# TO DO:
Copy the records below in full, changing no character.

# DATASET EXCERPTS:
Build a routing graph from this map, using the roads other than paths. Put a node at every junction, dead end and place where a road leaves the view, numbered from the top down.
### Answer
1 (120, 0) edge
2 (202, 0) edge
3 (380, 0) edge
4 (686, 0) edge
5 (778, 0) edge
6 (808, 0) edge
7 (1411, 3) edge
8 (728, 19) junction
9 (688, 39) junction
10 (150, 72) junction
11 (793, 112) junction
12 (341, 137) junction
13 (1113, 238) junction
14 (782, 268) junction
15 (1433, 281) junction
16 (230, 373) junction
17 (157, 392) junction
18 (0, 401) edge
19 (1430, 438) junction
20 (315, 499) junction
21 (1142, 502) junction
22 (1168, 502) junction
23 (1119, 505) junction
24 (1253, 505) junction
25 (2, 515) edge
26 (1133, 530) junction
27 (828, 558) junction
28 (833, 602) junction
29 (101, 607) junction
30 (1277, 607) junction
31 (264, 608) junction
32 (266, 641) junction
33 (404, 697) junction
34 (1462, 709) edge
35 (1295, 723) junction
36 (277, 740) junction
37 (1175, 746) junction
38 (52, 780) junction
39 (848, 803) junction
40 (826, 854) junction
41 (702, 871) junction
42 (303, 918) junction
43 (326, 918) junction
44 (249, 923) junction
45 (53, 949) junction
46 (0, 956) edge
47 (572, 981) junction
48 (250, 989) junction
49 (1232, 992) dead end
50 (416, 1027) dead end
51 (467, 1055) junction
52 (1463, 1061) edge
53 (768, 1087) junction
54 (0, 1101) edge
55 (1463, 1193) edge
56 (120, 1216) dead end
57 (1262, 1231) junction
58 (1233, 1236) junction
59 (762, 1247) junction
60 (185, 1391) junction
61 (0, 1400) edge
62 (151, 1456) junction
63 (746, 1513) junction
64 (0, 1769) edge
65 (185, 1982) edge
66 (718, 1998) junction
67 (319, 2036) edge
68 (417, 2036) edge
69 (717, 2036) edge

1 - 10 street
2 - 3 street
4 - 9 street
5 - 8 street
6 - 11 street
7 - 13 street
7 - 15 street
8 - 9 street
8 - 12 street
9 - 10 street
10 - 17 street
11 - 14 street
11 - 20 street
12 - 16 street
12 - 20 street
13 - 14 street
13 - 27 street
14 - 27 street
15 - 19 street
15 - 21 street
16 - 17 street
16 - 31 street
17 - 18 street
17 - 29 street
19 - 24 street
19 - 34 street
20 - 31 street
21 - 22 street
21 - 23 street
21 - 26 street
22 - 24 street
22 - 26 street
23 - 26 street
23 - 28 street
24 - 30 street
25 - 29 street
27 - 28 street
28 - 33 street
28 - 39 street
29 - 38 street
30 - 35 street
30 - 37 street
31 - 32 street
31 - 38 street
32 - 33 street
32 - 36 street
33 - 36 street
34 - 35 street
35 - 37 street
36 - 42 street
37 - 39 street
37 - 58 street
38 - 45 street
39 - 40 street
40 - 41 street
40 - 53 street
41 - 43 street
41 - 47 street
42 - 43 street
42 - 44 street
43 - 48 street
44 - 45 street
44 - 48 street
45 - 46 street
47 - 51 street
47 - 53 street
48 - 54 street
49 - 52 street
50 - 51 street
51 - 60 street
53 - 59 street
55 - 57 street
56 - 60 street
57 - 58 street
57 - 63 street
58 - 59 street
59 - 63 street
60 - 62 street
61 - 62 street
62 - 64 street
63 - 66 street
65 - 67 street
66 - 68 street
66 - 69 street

# EXERCISE RESPONSE:
Build a routing graph from this map, using the roads other than paths. Put a node at every junction, dead end and place where a road leaves the view, numbered from the top down.
### Answer
1 (120, 0) edge
2 (202, 0) edge
3 (380, 0) edge
4 (686, 0) edge
5 (778, 0) edge
6 (808, 0) edge
7 (1411, 3) edge
8 (728, 19) junction
9 (688, 39) junction
10 (150, 72) junction
11 (793, 112) junction
12 (341, 137) junction
13 (1113, 238) junction
14 (782, 268) junction
15 (1433, 281) junction
16 (230, 373) junction
17 (157, 392) junction
18 (0, 401) edge
19 (1430, 438) junction
20 (315, 499) junction
21 (1142, 502) junction
22 (1168, 502) junction
23 (1119, 505) junction
24 (1253, 505) junction
25 (2, 515) edge
26 (1133, 530) junction
27 (828, 558) junction
28 (833, 602) junction
29 (101, 607) junction
30 (1277, 607) junction
31 (264, 608) junction
32 (266, 641) junction
33 (404, 697) junction
34 (1462, 709) edge
35 (1295, 723) junction
36 (277, 740) junction
37 (1175, 746) junction
38 (52, 780) junction
39 (848, 803) junction
40 (826, 854) junction
41 (702, 871) junction
42 (303, 918) junction
43 (326, 918) junction
44 (249, 923) junction
45 (53, 949) junction
46 (0, 956) edge
47 (572, 981) junction
48 (250, 989) junction
49 (1232, 992) dead end
50 (416, 1027) dead end
51 (467, 1055) junction
52 (1463, 1061) edge
53 (768, 1087) junction
54 (0, 1101) edge
55 (1463, 1193) edge
56 (120, 1216) dead end
57 (1262, 1231) junction
58 (1233, 1236) junction
59 (762, 1247) junction
60 (185, 1391) junction
61 (0, 1400) edge
62 (151, 1456) junction
63 (746, 1513) junction
64 (0, 1769) edge
65 (185, 1982) edge
66 (718, 1998) junction
67 (319, 2036) edge
68 (417, 2036) edge
69 (717, 2036) edge

1 - 10 street
2 - 3 street
4 - 9 street
5 - 8 street
6 - 11 street
7 - 13 street
7 - 15 street
8 - 9 street
8 - 12 street
9 - 10 street
10 - 17 street
11 - 14 street
11 - 20 street
12 - 16 street
12 - 20 street
13 - 14 street
13 - 27 street
14 - 27 street
15 - 19 street
15 - 21 street
16 - 17 street
16 - 31 street
17 - 18 street
17 - 29 street
19 - 24 street
19 - 34 street
20 - 31 street
21 - 22 street
21 - 23 street
21 - 26 street
22 - 24 street
22 - 26 street
23 - 26 street
23 - 28 street
24 - 30 street
25 - 29 street
27 - 28 street
28 - 33 street
28 - 39 street
29 - 38 street
30 - 35 street
30 - 37 street
31 - 32 street
31 - 38 street
32 - 33 street
32 - 36 street
33 - 36 street
34 - 35 street
35 - 37 street
36 - 42 street
37 - 39 street
37 - 58 street
38 - 45 street
39 - 40 street
40 - 41 street
40 - 53 street
41 - 43 street
41 - 47 street
42 - 43 street
42 - 44 street
43 - 48 street
44 - 45 street
44 - 48 street
45 - 46 street
47 - 51 street
47 - 53 street
48 - 54 street
49 - 52 street
50 - 51 street
51 - 60 street
53 - 59 street
55 - 57 street
56 - 60 street
57 - 58 street
57 - 63 street
58 - 59 street
59 - 63 street
60 - 62 street
61 - 62 street
62 - 64 street
63 - 66 street
65 - 67 street
66 - 68 street
66 - 69 street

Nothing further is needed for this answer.